I know it sounds harsh, but it’s true. When they have to purchase medical displays, radiologists and radiology administrators seem to only care about the cost of the medical displays. Diagnostic medical displays have a moderately higher cost then clinical review monitors and a significantly higher cost then commercial off the shelf (COTS) monitors. Perhaps, they should look at it from a different perspective.
Teleradiology Example: Cost of Monitors vs. Cost of Litigation.
Radiologist Income From Working 1 Evening Shift of 4 Hours per Week
Evening coverage in a rotation during peak time = $300/hour + bonus time off
- $300 x 4 hours x 50 weeks: $60,000
- 5 Year Total Income working 4 hours per week: $300,000
Cost of Diagnostic Workstation
- Cost of tax deductible PACS workstation + diagnostic monitors = $10,000 – $50,000 (depending upon configuration)
- 5 Year Adjusted Gross Income: = $250k – $290k with diagnostic equipment.
Cost of Non-Diagnostic Workstation and Monitors
- Cost of workstation and non-diagnostic monitors = $1,000 – $5,000 (depending upon configuration)
- Lawsuit for missed diagnosis = $1million – $20million
- Getting your name in the paper = Priceless.
- Tarnished reputation for using non-diagnostic monitors (lost revenue from referrals or patient reviews, the practice looks cheap, poorly managed, and trying to save a buck and missed a cancer diagnosis) = Priceless.
What should the radiology group and radiologist care about when using non-diagnostic displays?
- Cost of poor reputation for using non-compliant technology
- Increased costs of missed diagnosis (false negative reports)
- Increased costs of litigation
- Increased risk of errors in diagnosis
- Increased patient safety risk in radiology
- Increase in false negative reports (missed a finding)
- Decrease quality scores in radiology
- Decreased patient safety
- Decreased patient trust
- Decrease in accurate and consistent interpretation of radiology exams
- Decrease in patient satisfaction in radiology
Why do diagnostic medical imaging displays cost more than regular off the shelf displays?
There are several factors that contribute to the costs of medical displays such as the following:
- Research and development
- Specialized technology to maintain display performance over the warranty period
- Strenuous testing to meet performance standards
- Regulatory compliance
- FDA requirements
- Marketing and consumer education to ensure appropriate use of the technology to provide care
Patients trust their providers, providers should honor that trust.
Patients trust hospitals and physicians to use the best technology to diagnose and treat their illness, no matter where the care is being provided.
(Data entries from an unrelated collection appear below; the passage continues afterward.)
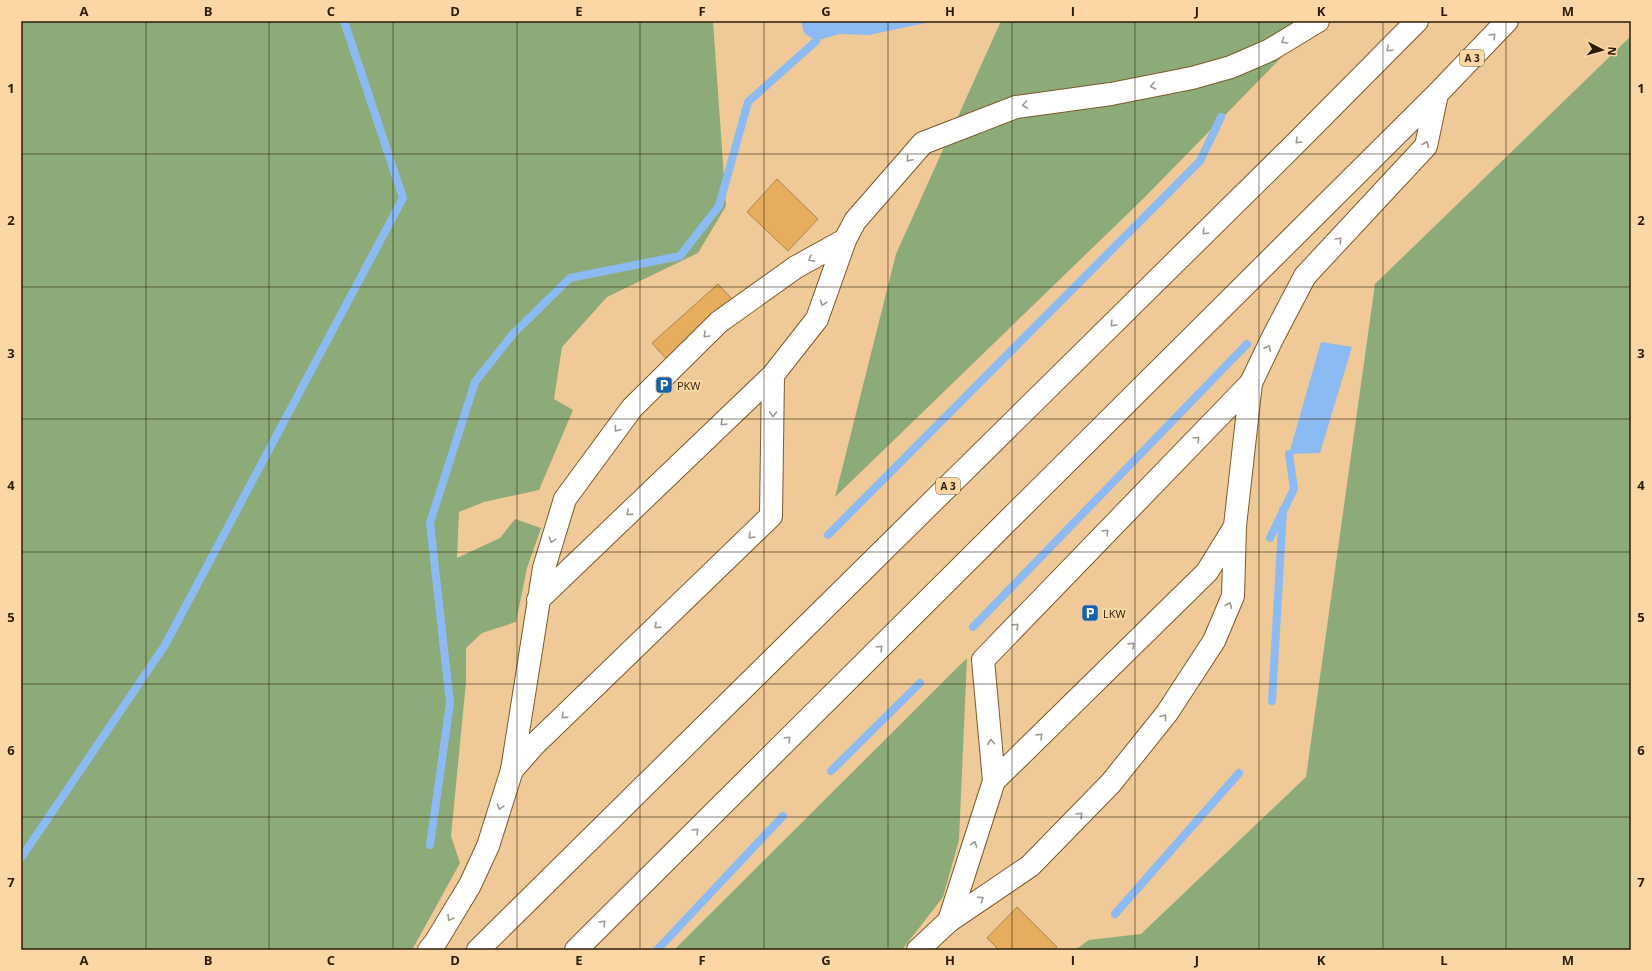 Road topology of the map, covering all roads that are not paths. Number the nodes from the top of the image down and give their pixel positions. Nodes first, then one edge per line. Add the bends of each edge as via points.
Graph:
1 (1318, 21) edge
2 (1416, 21) edge
3 (1507, 21) edge
4 (1437, 94) junction
5 (845, 240) junction
6 (773, 375) junction
7 (1251, 383) junction
8 (1235, 526) junction
9 (538, 600) junction
10 (512, 770) junction
11 (994, 781) junction
12 (949, 921) junction
13 (429, 950) edge
14 (478, 950) edge
15 (576, 950) edge
16 (918, 950) edge

1 -> 5 main road via 1270,50 1231,67 1192,78 1111,94 1016,106 923,143 855,221
2 -> 14 main road, A 3 via 1282,157
4 -> 3 main road, A 3
7 -> 4 main road via 1305,276 1426,146
15 -> 4 main road, A 3
5 -> 6 main road via 817,319
5 -> 9 main road via 796,267 719,322 632,408 564,499 544,568
6 -> 9 main road
6 -> 10 main road via 771,516 535,744
7 - 8 main road
11 -> 7 main road via 983,660
11 -> 8 main road via 1207,572
12 -> 8 main road via 1030,866 1111,783 1167,712 1214,641 1233,596
9 - 10 main road
10 -> 13 main road via 488,846 473,879
12 -> 11 main road
12 - 16 main road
Radiology and teleradiology are no exception to this quality standard.
Patients and referring providers must be able to trust the quality of the radiology report, therefore, interpreting providers should include the workstation identifier (hostname) and monitor calibration report reference # in the diagnostic report. This will allow the patient and even the patient attorney to request and receive the calibration report for the monitors that were used during the interpretation of their exam. This process will help to ensure patients are receiving the highest quality care in radiology.
As consumers and patients are becoming more informed, the use of non-diagnostic displays in radiology will undoubtedly cause an increase in legal liability for the interpreting physician and their clients.